The Davis Family; the Isaacs Family

Biographical notes:

Davids and Isaacs Family

The Isaacs and Davis families were both active members of the Jewish community in Cincinnati, Ohio. The two families were joined together on March 21, 1912 when Ella Davis, daughter of Charles K. Davis and Ida (Fletcher) Davis, married Nathan T. Isaacs, son of Abraham Isaacs and Rachel Rose (Friedman) Isaacs.

The Davis Family

Charles K. Davis was born in Cincinnati, Ohio on April 2, 1854 and died on June 1, 1918. He was born to Adolph Davis and Johanna B. (Sommerfield) Davis. Charles was the first of five children; born after him were Henry, Max, Allen, and a daughter, Ida. Johanna was very involved with the Jewish community in Cincinnati and was the president of the Ladies’ Hebrew Benevolent Society in 1880. In 1872, Adolph founded a cigar company, A. Davis, Sons & Co. In 1882, along with Leo Wise, Charles traveled to Southwestern Kansas to aid in the establishment of the Beersheba Colony. The Beersheba Colony was sponsored by Cincinnati’s Hebrew Union Agricultural Society to establish Jews emigrating from Russia. During this time, Charles kept a diary that would eventually be published in 1965 by the American Jewish Archives. Over the course of his life, he visited Greece, Egypt, Japan, China, and Germany, along with many other places. At times, his brother Max would join him. Charles and his wife Ida (Fletcher) Davis had two children, Ella and John Evan.

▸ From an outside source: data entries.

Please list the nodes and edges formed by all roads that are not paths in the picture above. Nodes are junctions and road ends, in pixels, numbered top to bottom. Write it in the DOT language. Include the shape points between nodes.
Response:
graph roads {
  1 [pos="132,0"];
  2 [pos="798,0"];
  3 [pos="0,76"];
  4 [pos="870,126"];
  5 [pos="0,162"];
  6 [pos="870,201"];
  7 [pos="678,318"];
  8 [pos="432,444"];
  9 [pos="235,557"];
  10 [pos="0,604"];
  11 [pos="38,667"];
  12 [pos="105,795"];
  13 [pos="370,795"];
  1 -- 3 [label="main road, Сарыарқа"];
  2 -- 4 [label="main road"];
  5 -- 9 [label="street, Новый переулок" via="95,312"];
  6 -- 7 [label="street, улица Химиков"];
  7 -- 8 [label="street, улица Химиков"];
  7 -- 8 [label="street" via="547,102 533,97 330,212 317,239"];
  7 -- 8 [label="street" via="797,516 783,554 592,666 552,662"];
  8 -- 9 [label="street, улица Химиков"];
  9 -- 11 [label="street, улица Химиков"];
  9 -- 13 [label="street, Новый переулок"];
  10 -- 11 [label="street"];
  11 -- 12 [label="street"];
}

Ella was born on October 5, 1885 and John was born on June 10, 1892. John served during World War I in the aviation department of the United States Army. Both before and after the war he worked at his father’s and grandfather’s cigar business in the Columbus plant as general manager before establishing the National Guarantee and Finance Company.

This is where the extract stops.